Let us be merry as the poor cripple, who bore his sufferings so well, and let us be wise too.  There is a lesson for gay and grave in the life of Scarron, the laugher.

FOOTNOTES: 

[Footnote 27:  Coadjuteur.—­A high office in the Church of Rome.]

    FRANCOIS DUC DE LA ROCHEFOUCAULT AND THE DUC DE SAINT-SIMON.

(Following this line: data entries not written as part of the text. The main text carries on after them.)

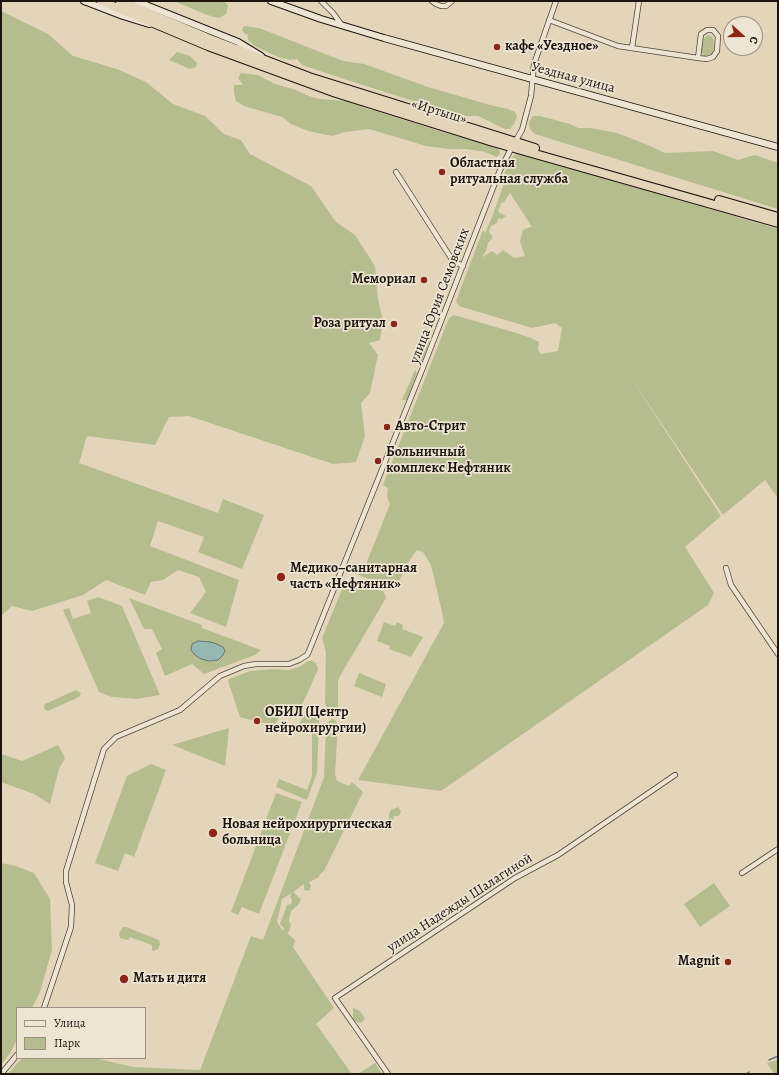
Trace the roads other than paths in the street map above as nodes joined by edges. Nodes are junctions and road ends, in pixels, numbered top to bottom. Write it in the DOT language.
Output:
graph roads {
  1 [pos="84,1"];
  2 [pos="101,1"];
  3 [pos="120,1"];
  4 [pos="136,1"];
  5 [pos="271,1"];
  6 [pos="320,1"];
  7 [pos="432,1"];
  8 [pos="452,1"];
  9 [pos="556,1"];
  10 [pos="639,1"];
  11 [pos="549,20"];
  12 [pos="341,24"];
  13 [pos="162,27"];
  14 [pos="632,48"];
  15 [pos="698,58"];
  16 [pos="272,63"];
  17 [pos="533,79"];
  18 [pos="514,144"];
  19 [pos="778,147"];
  20 [pos="396,172"];
  21 [pos="778,216"];
  22 [pos="778,222"];
  23 [pos="463,266"];
  24 [pos="726,568"];
  25 [pos="778,654"];
  26 [pos="674,775"];
  27 [pos="778,849"];
  28 [pos="742,873"];
  29 [pos="44,1007"];
  30 [pos="16,1056"];
  31 [pos="1,1074"];
  32 [pos="388,1074"];
  1 -- 13 [label="street"];
  2 -- 13 [label="highway, «Иртыш»"];
  3 -- 16 [label="highway, «Иртыш»"];
  4 -- 16 [label="street"];
  5 -- 12 [label="street, Уездная улица"];
  6 -- 12 [label="street"];
  7 -- 8 [label="street"];
  9 -- 11 [label="street, улица Юрия Семовских"];
  10 -- 14 [label="street"];
  11 -- 14 [label="street"];
  11 -- 17 [label="street, улица Юрия Семовских"];
  12 -- 17 [label="street, Уездная улица"];
  13 -- 18 [label="highway, «Иртыш»"];
  14 -- 15 [label="street"];
  15 -- 15 [label="street"];
  16 -- 18 [label="highway, «Иртыш»"];
  17 -- 18 [label="street, улица Юрия Семовских"];
  17 -- 19 [label="street, Уездная улица"];
  18 -- 21 [label="highway, «Иртыш»"];
  18 -- 22 [label="highway, «Иртыш»"];
  18 -- 23 [label="street, улица Юрия Семовских"];
  20 -- 23 [label="street"];
  23 -- 29 [label="street, улица Юрия Семовских"];
  24 -- 25 [label="street"];
  26 -- 32 [label="street, улица Надежды Шалагиной"];
  27 -- 28 [label="street"];
  30 -- 31 [label="street"];
}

  Rank and Good Breeding.—­The Hotel de Rochefoucault.—­Racine and
      his Plays.—­La Rochefoucault’s Wit and Sensibility.—­Saint
      Simon’s Youth.—­Looking out for a Wife.—­Saint-Simon’s Court
      Life.—­The History of Louise de la Valliere.—­A mean Act of
      Louis Quatorze.—­All has passed away.—­Saint-Simon’s Memoirs of
      His Own Time.

The precursor of Saint-Simon, the model of Lord Chesterfield, this ornament of his age, belonged, as well as Saint-Simon, to that state of society in France which was characterised—­as Lord John Russell, in his ‘Memoirs of the Duchess of Orleans,’ tells us—­by an idolatry of power and station.  ‘God would not condemn a person of that rank,’ was the exclamation of a lady of the old regime, on hearing, that a notorious sinner, ‘Pair de France,’ and one knows not what else, had gone to his account impenitent and unabsolved; and though the sentiment may strike us as profane, it was, doubtless, genuine.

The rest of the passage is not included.